The Iraq Survey Group, led by Charles Duelfer, is continuing to search Iraq for evidence of Iraqi WMD programs. Despite the calls that Iraqi WMDs did not exist, the ISG is not so sure:
“The picture is much more complicated than I anticipated going in,” he told reporters.
He added: “We do not know whether Saddam was concealing WMD in the final years or planning to resume production once sanctions were lifted.
“We do not know what he ordered his senior ministers to undertake. We do not know how the disparate activities we have identified link together.”
The ISG is facing mountains of documents in Arabic, stonewalling scientists, and stubborn officials – all factors that make the search for understanding Iraq’s capabilities and intentions that much more difficult. Duelfer is investigating evidence that the Hussein regime had created a system of “dual-use” facilities designed to rapidly create weapons when sanctions were lifted. Such activities would be in direct violation of UN Resolution 1441 and the Gulf War cease-fire.
The issue of Iraqi weapons has not yet been settled. The possibility of Iraq shipping the banned weapons to Syria remains a possibility. The issue of weapons productions remains unclear. Duelfer and the ISG continue to search Iraq for any weapons caches that may have been hidden before the war.

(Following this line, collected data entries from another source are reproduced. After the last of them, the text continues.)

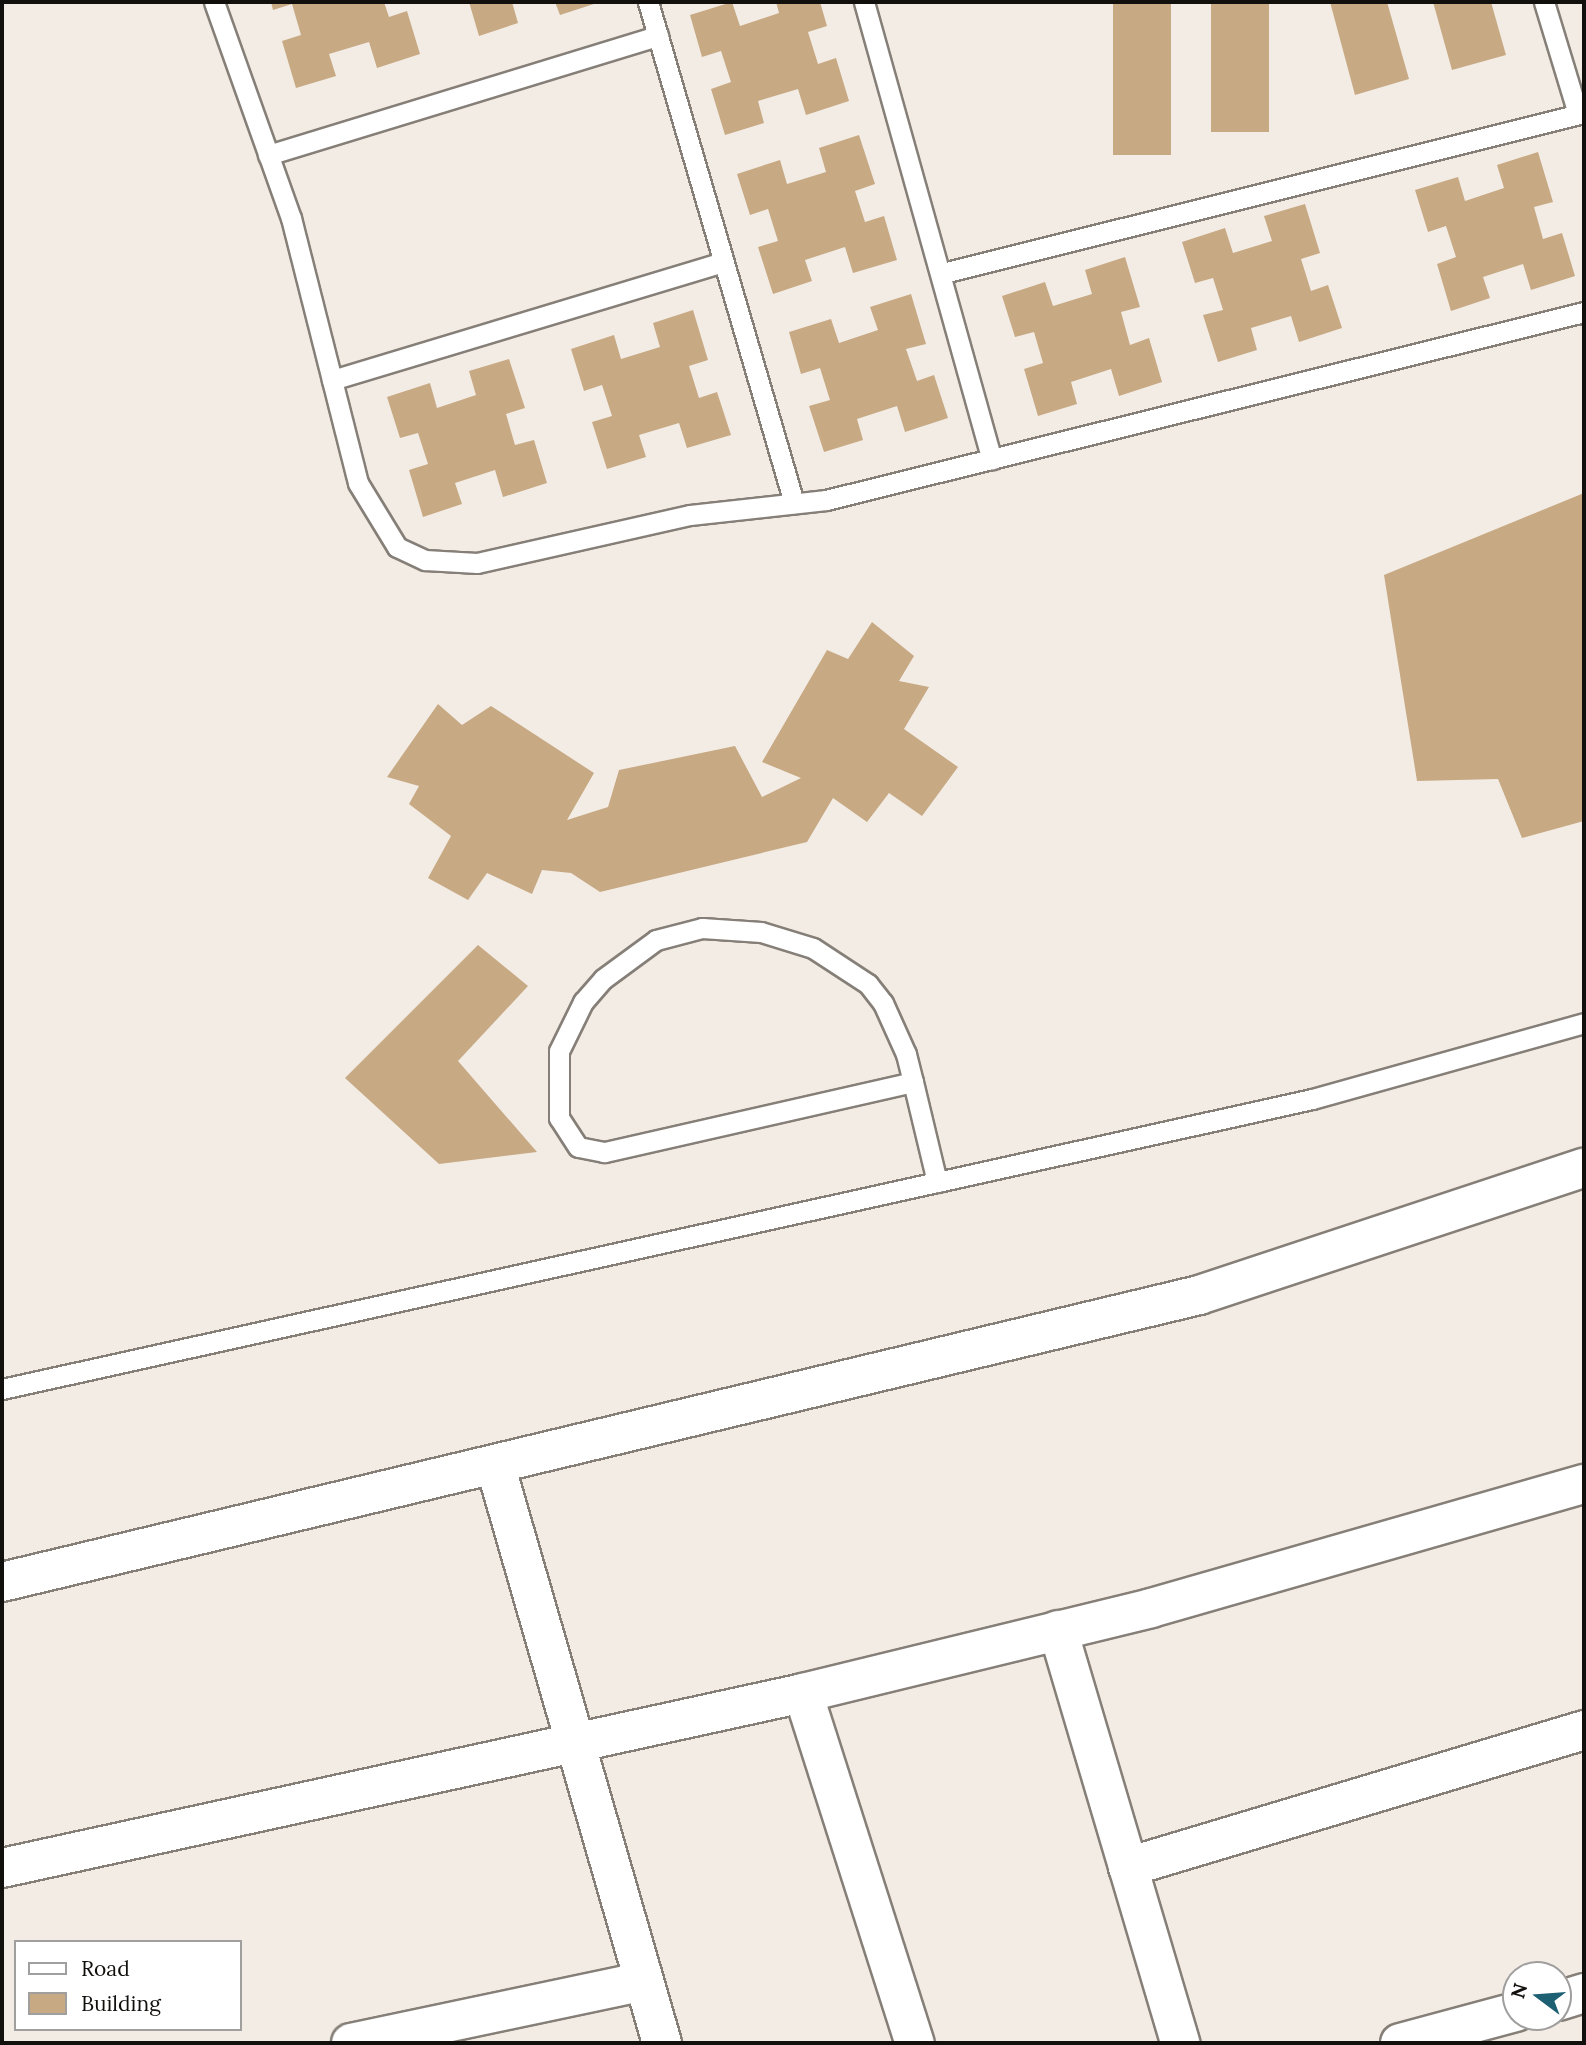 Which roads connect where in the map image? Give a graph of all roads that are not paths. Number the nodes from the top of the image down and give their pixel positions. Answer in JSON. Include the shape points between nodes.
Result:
{"nodes":[{"id":1,"x":214,"y":2,"type":"edge"},
{"id":2,"x":648,"y":2,"type":"edge"},
{"id":3,"x":864,"y":2,"type":"edge"},
{"id":4,"x":1544,"y":2,"type":"edge"},
{"id":5,"x":658,"y":36,"type":"junction"},
{"id":6,"x":1581,"y":113,"type":"edge"},
{"id":7,"x":268,"y":155,"type":"junction"},
{"id":8,"x":724,"y":262,"type":"junction"},
{"id":9,"x":943,"y":273,"type":"junction"},
{"id":10,"x":1584,"y":312,"type":"edge"},
{"id":11,"x":332,"y":380,"type":"junction"},
{"id":12,"x":992,"y":459,"type":"junction"},
{"id":13,"x":794,"y":503,"type":"junction"},
{"id":14,"x":1584,"y":1023,"type":"edge"},
{"id":15,"x":913,"y":1082,"type":"junction"},
{"id":16,"x":1584,"y":1168,"type":"edge"},
{"id":17,"x":937,"y":1182,"type":"junction"},
{"id":18,"x":2,"y":1389,"type":"edge"},
{"id":19,"x":496,"y":1468,"type":"junction"},
{"id":20,"x":1584,"y":1484,"type":"edge"},
{"id":21,"x":2,"y":1583,"type":"edge"},
{"id":22,"x":1058,"y":1630,"type":"junction"},
{"id":23,"x":803,"y":1693,"type":"junction"},
{"id":24,"x":1584,"y":1731,"type":"edge"},
{"id":25,"x":574,"y":1740,"type":"junction"},
{"id":26,"x":1128,"y":1867,"type":"junction"},
{"id":27,"x":2,"y":1868,"type":"edge"},
{"id":28,"x":644,"y":1982,"type":"junction"},
{"id":29,"x":1502,"y":2016,"type":"edge"},
{"id":30,"x":397,"y":2038,"type":"edge"},
{"id":31,"x":351,"y":2043,"type":"edge"},
{"id":32,"x":662,"y":2043,"type":"edge"},
{"id":33,"x":915,"y":2043,"type":"edge"},
{"id":34,"x":1180,"y":2043,"type":"edge"},
{"id":35,"x":1400,"y":2043,"type":"edge"}],
"edges":[{"from":1,"to":7,"type":"lane"},
{"from":2,"to":5,"type":"lane"},
{"from":3,"to":9,"type":"lane"},
{"from":4,"to":6,"type":"lane"},
{"from":5,"to":7,"type":"lane"},
{"from":5,"to":8,"type":"lane"},
{"from":6,"to":9,"type":"lane"},
{"from":7,"to":11,"type":"lane"},
{"from":8,"to":11,"type":"lane"},
{"from":8,"to":13,"type":"lane"},
{"from":9,"to":12,"type":"lane"},
{"from":10,"to":12,"type":"lane"},
{"from":11,"to":13,"type":"lane","via":[[358,483],[376,522],[397,547],[425,560],[477,563],[690,515]]},
{"from":12,"to":13,"type":"lane"},
{"from":14,"to":17,"type":"lane","via":[[1312,1099]]},
{"from":15,"to":15,"type":"lane","via":[[883,1003],[852,972],[813,948],[761,932],[702,928],[656,940],[583,1002],[559,1051],[559,1118],[578,1147],[604,1152]]},
{"from":15,"to":17,"type":"lane"},
{"from":16,"to":19,"type":"street","via":[[1199,1294]]},
{"from":17,"to":18,"type":"lane"},
{"from":19,"to":21,"type":"street"},
{"from":19,"to":25,"type":"street"},
{"from":20,"to":22,"type":"street"},
{"from":22,"to":23,"type":"street"},
{"from":22,"to":26,"type":"street"},
{"from":23,"to":25,"type":"street"},
{"from":23,"to":33,"type":"street"},
{"from":24,"to":26,"type":"street"},
{"from":25,"to":27,"type":"street"},
{"from":25,"to":28,"type":"street"},
{"from":26,"to":34,"type":"street"},
{"from":28,"to":30,"type":"street"},
{"from":28,"to":32,"type":"street"},
{"from":29,"to":35,"type":"street"},
{"from":30,"to":31,"type":"street"}]}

While many would rather not learn the truth for partsan political reasons, the ISG is conducting the laborous process of attempting to understand the truth about Iraq’s weapons programs. What they may find remains unknown and likely will for some time. What is clear is that Saddam Hussein was a supporter of worldwide terrorism, a destabilizing force in the region, and a vicious and cruel tyrant. Leaving Iraq to fester would hamper the war on terror and leave terrorists a free base of operations from which to train, plot, and rearm. Even without finding the banned weapons, the removal of the Hussein regime remains a sound and necessary policy.